From the listing below, return every line with the string "them" in it.
-- Records provided follows --
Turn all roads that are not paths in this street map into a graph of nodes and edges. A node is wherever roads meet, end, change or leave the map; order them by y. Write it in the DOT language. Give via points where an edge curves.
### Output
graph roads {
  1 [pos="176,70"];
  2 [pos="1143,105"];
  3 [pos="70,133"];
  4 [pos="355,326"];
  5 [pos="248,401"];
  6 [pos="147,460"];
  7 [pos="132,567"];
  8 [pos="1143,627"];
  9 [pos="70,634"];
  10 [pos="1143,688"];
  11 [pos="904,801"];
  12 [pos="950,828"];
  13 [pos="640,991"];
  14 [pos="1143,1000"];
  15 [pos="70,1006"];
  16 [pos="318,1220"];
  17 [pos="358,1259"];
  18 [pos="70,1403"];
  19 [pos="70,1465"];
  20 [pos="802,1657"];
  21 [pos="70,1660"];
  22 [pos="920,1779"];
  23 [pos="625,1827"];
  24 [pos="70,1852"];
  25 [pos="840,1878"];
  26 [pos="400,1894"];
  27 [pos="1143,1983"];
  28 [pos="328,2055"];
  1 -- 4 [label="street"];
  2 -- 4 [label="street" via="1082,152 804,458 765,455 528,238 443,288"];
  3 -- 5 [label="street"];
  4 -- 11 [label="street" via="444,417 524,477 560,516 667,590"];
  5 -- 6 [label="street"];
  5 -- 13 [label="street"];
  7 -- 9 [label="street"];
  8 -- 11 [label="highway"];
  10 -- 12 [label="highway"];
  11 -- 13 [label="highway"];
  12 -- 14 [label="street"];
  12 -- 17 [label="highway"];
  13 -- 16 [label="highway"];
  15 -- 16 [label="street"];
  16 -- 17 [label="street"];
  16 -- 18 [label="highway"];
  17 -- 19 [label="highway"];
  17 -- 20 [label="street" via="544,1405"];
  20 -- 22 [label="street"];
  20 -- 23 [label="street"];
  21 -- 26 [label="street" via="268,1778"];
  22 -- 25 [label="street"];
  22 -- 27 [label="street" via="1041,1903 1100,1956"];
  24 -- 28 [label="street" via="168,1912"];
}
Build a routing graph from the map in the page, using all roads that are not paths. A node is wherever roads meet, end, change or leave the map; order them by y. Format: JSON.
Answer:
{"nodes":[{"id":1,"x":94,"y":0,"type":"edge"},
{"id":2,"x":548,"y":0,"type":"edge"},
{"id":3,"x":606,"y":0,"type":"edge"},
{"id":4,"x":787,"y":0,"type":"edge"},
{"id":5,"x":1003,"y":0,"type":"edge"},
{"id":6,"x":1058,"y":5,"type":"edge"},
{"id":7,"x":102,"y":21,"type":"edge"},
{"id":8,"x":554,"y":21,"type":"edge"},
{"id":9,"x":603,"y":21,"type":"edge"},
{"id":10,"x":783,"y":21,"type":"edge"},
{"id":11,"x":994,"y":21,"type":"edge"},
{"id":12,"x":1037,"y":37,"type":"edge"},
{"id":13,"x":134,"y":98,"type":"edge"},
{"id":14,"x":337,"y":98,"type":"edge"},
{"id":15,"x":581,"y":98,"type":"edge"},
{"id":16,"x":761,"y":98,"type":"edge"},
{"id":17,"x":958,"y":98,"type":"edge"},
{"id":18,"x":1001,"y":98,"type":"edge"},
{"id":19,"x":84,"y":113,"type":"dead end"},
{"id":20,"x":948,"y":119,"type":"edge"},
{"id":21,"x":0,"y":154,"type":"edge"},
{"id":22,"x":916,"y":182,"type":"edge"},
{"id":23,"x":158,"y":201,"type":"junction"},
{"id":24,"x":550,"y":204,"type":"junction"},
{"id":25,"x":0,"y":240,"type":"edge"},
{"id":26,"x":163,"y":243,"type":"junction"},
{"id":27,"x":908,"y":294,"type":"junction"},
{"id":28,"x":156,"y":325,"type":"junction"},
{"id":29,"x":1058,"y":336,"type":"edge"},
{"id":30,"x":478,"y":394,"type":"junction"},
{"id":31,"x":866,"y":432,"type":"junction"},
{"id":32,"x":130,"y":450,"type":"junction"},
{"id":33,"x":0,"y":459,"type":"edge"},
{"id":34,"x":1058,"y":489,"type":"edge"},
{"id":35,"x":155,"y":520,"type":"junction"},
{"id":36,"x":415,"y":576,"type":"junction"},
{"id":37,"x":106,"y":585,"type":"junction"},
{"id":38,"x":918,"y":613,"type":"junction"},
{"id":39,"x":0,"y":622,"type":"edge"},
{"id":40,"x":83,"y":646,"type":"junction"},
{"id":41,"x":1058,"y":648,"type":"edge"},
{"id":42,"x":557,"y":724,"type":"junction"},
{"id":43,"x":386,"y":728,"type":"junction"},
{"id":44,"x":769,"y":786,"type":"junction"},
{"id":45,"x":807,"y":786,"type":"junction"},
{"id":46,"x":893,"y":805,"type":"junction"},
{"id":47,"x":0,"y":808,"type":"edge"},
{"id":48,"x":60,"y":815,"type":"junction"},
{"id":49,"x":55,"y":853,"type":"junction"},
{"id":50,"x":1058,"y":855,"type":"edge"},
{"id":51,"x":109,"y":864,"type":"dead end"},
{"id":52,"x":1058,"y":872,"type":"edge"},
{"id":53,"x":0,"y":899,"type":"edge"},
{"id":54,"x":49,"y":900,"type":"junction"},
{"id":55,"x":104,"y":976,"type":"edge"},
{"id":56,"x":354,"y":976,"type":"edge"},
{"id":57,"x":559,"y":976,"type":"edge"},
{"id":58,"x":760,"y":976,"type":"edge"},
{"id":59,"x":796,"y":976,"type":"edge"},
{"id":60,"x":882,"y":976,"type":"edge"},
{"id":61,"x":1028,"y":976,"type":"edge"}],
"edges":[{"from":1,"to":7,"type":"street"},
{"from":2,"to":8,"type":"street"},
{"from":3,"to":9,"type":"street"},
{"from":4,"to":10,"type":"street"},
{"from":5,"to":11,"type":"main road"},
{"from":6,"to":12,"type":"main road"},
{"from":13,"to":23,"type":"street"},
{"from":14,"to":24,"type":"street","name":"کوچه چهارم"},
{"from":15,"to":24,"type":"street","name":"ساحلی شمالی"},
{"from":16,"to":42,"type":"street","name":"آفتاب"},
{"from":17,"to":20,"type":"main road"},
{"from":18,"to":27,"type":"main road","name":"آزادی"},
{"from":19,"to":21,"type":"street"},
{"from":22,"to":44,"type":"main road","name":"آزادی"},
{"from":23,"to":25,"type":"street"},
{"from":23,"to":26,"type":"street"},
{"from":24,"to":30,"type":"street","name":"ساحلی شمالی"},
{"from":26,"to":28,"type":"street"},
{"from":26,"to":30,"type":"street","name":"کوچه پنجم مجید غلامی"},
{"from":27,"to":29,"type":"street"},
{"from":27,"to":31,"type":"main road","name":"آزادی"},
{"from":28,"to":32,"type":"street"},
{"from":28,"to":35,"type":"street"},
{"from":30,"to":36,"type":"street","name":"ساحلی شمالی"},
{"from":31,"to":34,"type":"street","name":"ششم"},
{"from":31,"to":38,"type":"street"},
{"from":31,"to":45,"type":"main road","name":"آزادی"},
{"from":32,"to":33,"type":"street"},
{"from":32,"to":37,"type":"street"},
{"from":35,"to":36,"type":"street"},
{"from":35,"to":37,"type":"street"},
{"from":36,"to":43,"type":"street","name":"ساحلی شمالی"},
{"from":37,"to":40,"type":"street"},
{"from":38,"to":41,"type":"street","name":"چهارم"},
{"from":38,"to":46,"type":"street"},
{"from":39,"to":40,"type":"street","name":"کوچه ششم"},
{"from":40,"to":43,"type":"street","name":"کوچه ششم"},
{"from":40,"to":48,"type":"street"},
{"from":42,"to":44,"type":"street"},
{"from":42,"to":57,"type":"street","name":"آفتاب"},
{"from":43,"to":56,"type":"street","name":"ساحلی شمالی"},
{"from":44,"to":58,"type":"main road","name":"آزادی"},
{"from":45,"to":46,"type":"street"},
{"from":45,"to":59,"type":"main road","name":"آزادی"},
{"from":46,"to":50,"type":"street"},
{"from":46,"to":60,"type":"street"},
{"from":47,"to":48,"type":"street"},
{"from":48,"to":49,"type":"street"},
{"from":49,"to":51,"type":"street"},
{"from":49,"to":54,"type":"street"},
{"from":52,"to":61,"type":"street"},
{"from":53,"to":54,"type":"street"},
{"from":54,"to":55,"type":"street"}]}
-- Records provided concluded --
### Solution to this task
Turn all roads that are not paths in this street map into a graph of nodes and edges. A node is wherever roads meet, end, change or leave the map; order them by y. Write it in the DOT language. Give via points where an edge curves.
Build a routing graph from the map in the page, using all roads that are not paths. A node is wherever roads meet, end, change or leave the map; order them by y. Format: JSON.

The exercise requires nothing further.